World’s biggest ship floated

Published December 23, 2003

SAINT-NAZAIRE (France), Dec 22: The Queen Mary 2, the world’s biggest passenger liner, was given a low-key sendoff on Monday as it left its French shipyard, just five weeks after 15 people died in an accident during the final days of its fit-out.

The 345-metre long vessel, which was built over the last two years at a cost of 640 million euros (800 million dollars), was pulled out to sea by tug-boat while tens of thousands of people bade farewell from the shore.

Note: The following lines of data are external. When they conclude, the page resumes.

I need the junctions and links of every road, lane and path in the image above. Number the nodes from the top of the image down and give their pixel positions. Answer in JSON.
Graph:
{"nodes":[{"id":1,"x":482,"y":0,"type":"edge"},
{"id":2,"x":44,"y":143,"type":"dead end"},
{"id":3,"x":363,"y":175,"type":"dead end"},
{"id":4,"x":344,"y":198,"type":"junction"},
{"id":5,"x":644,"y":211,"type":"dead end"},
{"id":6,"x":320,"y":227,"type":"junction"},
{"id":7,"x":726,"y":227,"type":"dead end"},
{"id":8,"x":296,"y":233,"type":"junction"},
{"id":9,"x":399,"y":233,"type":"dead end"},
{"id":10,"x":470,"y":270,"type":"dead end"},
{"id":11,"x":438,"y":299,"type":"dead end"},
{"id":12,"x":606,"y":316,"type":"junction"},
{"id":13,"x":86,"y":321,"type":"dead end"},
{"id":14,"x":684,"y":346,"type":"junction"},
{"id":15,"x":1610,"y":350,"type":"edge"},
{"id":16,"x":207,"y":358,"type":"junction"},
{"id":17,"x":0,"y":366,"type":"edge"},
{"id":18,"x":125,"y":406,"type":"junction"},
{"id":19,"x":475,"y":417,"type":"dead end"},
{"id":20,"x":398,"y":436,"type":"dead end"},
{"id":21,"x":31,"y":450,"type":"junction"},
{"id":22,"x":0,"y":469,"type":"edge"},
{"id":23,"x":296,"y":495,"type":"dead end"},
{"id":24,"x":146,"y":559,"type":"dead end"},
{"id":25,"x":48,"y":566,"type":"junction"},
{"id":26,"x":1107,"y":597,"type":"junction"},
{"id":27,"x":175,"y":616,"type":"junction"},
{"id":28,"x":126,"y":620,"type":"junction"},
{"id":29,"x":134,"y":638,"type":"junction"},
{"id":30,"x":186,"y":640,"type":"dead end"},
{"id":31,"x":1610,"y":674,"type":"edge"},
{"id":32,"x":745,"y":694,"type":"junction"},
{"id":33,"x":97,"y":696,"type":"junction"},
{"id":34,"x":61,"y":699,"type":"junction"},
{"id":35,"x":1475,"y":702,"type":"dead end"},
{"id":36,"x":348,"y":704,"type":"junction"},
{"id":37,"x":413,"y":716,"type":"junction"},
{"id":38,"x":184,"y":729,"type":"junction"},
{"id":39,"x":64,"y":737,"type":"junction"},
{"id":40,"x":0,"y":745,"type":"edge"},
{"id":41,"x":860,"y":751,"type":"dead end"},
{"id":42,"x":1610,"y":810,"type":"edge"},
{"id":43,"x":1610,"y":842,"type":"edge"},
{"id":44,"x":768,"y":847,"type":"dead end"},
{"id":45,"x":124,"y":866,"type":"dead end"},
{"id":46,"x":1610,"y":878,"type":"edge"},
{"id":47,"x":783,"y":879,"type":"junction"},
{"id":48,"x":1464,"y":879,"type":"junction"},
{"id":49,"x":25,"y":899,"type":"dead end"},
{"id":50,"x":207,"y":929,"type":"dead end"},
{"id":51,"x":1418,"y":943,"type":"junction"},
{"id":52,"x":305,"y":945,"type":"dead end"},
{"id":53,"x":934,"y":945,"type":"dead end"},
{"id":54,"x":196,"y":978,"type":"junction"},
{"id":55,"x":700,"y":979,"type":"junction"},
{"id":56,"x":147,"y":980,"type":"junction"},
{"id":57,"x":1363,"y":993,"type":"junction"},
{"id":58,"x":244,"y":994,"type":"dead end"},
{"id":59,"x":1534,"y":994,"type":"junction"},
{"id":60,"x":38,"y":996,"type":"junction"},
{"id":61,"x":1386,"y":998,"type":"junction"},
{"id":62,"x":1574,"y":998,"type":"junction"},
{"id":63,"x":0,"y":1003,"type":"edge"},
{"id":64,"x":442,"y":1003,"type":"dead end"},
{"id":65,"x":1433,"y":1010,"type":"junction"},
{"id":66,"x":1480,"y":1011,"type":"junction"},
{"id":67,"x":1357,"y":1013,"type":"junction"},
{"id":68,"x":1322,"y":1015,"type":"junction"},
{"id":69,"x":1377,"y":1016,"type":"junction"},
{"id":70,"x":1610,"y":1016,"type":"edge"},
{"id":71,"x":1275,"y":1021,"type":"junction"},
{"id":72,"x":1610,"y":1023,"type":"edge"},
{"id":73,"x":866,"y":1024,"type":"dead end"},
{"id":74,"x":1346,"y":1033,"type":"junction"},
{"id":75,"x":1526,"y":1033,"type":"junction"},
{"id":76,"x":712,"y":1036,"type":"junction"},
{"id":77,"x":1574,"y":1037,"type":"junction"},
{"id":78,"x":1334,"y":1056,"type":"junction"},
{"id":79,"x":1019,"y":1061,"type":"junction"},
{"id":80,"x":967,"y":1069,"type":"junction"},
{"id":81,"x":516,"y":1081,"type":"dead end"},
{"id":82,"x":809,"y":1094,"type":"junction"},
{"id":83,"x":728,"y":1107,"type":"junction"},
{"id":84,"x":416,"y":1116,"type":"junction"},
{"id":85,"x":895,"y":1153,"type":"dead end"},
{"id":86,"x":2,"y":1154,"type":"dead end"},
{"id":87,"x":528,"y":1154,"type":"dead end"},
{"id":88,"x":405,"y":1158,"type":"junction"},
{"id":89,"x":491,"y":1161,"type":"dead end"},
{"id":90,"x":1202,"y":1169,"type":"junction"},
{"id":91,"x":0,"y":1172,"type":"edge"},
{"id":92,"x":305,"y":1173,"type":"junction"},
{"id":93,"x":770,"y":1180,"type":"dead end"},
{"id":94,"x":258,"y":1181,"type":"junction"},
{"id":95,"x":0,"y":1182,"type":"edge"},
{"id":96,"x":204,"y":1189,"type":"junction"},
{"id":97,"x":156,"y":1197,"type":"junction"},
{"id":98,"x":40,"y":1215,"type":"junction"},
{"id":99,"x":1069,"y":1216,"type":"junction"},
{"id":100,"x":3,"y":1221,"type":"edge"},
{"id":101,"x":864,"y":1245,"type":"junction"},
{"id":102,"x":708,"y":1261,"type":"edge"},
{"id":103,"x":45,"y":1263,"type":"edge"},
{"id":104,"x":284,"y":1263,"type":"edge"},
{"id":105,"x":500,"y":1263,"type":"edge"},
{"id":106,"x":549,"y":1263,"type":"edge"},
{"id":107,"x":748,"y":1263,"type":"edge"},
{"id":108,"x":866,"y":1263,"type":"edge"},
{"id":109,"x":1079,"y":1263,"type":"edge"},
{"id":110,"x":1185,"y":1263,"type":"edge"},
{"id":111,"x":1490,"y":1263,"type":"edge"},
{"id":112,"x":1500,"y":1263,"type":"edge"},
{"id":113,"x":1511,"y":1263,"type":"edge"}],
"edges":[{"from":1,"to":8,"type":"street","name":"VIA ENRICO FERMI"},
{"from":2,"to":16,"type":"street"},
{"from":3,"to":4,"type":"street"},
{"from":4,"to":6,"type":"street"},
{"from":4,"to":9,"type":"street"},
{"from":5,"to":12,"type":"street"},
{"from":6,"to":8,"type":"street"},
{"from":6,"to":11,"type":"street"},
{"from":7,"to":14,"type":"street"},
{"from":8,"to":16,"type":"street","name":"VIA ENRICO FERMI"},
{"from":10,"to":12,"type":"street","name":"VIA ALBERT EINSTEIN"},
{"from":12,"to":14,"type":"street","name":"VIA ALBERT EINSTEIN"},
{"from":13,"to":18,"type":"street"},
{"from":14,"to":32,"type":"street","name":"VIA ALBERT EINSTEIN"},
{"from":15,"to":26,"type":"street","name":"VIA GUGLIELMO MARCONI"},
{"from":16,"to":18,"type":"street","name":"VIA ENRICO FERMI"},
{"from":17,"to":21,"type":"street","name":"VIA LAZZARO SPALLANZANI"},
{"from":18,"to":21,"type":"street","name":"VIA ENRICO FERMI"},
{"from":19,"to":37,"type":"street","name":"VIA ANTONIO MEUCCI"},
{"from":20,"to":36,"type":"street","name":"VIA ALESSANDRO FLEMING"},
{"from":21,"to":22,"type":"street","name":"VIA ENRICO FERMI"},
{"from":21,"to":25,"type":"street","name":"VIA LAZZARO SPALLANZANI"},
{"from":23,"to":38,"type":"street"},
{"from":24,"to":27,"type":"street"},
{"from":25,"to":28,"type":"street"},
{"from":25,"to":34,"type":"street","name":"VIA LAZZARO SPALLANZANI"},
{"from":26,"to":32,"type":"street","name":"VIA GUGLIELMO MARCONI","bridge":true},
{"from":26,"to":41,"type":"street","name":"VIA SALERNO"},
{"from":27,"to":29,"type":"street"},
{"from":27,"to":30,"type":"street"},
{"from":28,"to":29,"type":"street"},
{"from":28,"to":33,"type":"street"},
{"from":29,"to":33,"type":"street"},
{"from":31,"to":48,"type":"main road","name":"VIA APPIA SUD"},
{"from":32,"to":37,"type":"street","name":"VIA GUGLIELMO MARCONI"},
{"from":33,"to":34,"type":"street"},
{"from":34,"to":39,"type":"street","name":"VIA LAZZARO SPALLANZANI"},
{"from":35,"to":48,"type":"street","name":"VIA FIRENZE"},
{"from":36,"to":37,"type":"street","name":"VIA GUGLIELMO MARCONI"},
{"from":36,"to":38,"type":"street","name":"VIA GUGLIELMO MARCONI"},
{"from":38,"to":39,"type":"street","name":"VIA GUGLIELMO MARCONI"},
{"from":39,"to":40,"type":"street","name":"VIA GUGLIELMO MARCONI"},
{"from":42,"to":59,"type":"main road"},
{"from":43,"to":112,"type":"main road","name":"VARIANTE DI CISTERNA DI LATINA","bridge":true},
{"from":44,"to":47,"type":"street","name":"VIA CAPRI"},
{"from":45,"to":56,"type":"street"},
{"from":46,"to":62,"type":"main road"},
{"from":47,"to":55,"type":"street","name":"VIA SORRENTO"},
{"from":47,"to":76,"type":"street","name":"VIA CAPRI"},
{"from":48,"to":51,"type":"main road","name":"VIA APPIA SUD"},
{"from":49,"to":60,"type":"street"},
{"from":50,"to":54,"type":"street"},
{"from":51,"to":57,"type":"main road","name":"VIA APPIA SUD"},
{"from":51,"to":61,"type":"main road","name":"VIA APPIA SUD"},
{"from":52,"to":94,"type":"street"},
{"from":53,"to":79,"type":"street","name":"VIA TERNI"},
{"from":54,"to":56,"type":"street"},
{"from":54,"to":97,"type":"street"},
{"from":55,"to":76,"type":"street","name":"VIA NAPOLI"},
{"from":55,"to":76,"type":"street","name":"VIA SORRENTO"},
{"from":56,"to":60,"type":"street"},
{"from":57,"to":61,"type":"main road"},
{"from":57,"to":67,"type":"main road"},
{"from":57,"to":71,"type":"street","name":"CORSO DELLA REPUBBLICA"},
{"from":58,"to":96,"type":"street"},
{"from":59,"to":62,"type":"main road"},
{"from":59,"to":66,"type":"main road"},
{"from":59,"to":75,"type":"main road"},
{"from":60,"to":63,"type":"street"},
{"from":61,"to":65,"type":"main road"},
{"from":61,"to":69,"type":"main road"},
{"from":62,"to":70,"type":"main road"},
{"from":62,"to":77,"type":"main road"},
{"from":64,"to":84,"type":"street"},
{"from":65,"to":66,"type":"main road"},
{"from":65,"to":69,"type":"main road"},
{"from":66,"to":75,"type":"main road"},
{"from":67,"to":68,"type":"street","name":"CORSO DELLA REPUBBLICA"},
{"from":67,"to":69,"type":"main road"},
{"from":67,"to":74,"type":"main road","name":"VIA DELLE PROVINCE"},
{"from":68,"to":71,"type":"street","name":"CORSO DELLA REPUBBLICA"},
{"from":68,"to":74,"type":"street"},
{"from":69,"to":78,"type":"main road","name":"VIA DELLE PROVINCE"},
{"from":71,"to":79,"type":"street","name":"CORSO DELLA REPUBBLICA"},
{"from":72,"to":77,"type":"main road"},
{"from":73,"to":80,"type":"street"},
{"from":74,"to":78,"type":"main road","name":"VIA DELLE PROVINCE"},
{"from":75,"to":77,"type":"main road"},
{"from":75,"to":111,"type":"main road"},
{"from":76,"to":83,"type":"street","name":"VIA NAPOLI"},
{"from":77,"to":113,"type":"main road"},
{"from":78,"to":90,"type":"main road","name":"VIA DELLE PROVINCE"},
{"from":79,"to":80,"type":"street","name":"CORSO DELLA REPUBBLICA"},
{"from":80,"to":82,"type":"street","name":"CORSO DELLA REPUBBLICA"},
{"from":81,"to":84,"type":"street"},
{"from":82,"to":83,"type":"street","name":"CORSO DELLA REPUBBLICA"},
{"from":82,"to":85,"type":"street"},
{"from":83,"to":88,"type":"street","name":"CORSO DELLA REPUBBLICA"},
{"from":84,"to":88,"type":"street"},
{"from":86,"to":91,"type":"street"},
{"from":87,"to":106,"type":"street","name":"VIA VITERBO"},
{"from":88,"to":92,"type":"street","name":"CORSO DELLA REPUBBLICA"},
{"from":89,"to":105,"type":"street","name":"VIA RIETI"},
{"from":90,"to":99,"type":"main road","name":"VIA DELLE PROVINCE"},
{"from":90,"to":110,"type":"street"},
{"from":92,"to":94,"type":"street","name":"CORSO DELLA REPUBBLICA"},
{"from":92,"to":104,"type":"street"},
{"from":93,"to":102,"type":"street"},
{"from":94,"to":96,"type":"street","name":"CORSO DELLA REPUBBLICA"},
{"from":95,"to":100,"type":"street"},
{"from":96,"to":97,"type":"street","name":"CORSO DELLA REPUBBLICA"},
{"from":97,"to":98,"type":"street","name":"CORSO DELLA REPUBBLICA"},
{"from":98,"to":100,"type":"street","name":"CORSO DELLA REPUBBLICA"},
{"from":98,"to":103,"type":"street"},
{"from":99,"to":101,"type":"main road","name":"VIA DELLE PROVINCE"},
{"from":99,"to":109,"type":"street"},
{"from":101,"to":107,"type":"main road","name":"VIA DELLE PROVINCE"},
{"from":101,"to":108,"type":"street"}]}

A British maritime flag flew from its deck for the first time, following a handing-over ceremony earlier in the day during which its owner, Cunard, officially took possession of its new flagship to the sound of an orchestra playing the French and British national anthems.

After a brief journey to Spain, to get the crew accustomed to navigating its 150,000-ton bulk, the QM2 will head to its home port of Southampton in southern England, where Britain’s Queen Elizabeth II will formally name it in a ceremony on Jan 8.

It will then leave on its maiden voyage, to Florida in the United States, with passengers paying from 1,300 to more than 30,000 euros for their cabins and access to the top-of-the-range features, including a 1,000-seat theatre, a ballroom and five swimming pools.

Initial plans had called for a more exuberant send-off, but that was toned down after a November 15 accident in which 15 people — many of them relatives of the workers who built the ship — died during a guided tour when a gangway collapsed.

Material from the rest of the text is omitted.